You must complete an online property return within 60 days of disposal. This is separate from a self-assessment tax return.

Will I be entitled to the tax free allowance?


Many non-resident individuals, including British & EEA nationals will continue to be entitled to the personal allowance (0% tax band) on an annual basis. You can check your entitlement here.

Providing that your UK sourced income is no more than the personal allowance, no tax will be payable to HMRC however, you may still have an obligation to disclose this income to HMRC on an annual basis.

What if I am subject to tax in the overseas country I am living in?


The UK’s network of double taxation agreements can mitigate double taxation by either completely removing the UK’s right to tax your income, limiting the tax rate that the UK can levy on your income or by allowing both the UK and overseas country to tax your income and requiring the overseas country to give a credit for tax suffered in the UK.

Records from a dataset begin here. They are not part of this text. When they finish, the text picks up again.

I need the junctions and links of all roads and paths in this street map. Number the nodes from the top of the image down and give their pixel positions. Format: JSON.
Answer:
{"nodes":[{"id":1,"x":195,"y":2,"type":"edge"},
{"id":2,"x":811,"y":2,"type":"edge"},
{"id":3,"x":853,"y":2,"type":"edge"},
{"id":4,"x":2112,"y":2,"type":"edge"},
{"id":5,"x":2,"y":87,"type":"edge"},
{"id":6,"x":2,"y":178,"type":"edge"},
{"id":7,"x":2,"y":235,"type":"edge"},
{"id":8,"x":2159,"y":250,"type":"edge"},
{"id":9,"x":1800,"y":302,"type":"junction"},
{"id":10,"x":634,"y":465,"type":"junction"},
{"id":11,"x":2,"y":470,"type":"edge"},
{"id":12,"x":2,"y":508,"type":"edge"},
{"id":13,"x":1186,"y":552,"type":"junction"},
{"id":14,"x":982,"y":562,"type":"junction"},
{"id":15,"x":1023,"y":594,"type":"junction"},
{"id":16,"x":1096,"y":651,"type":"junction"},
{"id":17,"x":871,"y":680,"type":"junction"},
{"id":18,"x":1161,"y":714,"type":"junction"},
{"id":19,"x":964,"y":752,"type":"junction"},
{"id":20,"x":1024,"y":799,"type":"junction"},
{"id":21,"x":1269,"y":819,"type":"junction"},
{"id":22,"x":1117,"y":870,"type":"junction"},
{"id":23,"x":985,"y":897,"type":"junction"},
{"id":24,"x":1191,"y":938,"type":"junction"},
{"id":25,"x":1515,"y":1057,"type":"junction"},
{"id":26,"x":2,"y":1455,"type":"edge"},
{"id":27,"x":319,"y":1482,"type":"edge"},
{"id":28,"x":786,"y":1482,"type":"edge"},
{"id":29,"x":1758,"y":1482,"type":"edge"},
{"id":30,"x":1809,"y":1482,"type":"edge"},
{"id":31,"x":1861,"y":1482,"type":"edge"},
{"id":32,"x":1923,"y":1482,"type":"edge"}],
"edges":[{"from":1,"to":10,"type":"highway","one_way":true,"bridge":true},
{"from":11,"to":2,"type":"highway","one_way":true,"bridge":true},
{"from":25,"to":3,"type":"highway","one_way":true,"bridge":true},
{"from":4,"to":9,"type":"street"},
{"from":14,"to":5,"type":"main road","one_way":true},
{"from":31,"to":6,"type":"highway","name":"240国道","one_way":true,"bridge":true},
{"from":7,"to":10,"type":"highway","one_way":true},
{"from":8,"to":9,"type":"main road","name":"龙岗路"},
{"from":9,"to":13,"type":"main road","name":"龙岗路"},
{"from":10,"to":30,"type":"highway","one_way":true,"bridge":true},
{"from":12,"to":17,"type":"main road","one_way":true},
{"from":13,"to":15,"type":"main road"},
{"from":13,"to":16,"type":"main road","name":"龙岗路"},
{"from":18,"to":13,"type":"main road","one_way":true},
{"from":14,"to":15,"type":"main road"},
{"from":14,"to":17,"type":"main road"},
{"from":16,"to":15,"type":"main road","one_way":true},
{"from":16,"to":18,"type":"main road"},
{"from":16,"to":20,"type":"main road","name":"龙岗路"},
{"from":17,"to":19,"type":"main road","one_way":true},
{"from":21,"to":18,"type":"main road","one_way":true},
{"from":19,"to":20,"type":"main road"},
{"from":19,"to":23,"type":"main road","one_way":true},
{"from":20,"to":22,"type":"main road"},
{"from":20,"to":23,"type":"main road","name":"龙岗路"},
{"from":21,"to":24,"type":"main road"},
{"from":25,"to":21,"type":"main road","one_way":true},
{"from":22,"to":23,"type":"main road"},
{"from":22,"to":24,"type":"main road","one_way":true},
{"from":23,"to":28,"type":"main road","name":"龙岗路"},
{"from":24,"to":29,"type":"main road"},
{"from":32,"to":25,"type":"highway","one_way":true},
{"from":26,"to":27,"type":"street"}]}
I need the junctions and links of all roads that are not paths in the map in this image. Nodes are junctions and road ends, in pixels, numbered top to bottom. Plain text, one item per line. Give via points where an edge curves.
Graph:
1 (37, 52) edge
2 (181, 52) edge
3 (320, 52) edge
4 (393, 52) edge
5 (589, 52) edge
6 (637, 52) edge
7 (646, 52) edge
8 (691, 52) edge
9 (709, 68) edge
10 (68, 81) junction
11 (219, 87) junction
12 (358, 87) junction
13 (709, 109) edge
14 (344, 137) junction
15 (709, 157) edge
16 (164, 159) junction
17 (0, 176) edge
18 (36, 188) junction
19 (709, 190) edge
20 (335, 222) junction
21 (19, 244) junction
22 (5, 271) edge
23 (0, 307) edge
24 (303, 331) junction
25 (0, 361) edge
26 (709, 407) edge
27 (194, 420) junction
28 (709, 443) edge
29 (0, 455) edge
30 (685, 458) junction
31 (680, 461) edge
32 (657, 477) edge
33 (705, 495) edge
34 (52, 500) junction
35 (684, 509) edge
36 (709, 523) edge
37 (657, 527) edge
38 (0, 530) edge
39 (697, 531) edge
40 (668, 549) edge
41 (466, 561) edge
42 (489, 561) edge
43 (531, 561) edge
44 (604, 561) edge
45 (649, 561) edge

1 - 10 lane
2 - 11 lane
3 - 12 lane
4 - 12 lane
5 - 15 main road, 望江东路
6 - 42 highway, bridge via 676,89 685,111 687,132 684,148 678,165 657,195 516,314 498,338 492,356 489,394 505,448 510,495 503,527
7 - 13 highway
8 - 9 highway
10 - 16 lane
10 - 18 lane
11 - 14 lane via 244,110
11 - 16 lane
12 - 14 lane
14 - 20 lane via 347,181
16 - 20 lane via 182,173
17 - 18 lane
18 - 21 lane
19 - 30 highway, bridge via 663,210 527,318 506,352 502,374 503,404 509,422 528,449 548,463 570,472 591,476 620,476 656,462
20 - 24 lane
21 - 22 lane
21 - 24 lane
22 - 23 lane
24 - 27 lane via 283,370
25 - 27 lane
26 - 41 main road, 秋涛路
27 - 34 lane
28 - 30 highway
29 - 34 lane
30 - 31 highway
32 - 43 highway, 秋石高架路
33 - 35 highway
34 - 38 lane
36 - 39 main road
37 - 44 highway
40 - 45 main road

If you need to make a claim under a double taxation agreement, you will need to file a self-assessment tax return and complete HS302 or HS304 pages as necessary.

Do I need to complete a tax return if I live overseas?


If you continue to receive UK income, you will likely have an obligation to file a tax return irrespective of whether tax is payable. You can check your statutory obligations here. Sometimes, it will be in your best interests to file a tax return to claim a refund or rely on a double taxation agreement to exempt the UK from taxing your income.

What are GTC’s tax advisory fees?


Our tax advisory charges differ depending on the area of tax we are advising on and the complexity of the situation.

Our fees will be disclosed in the engagement letter or via email. You will only be charged if you decide to proceed with our services.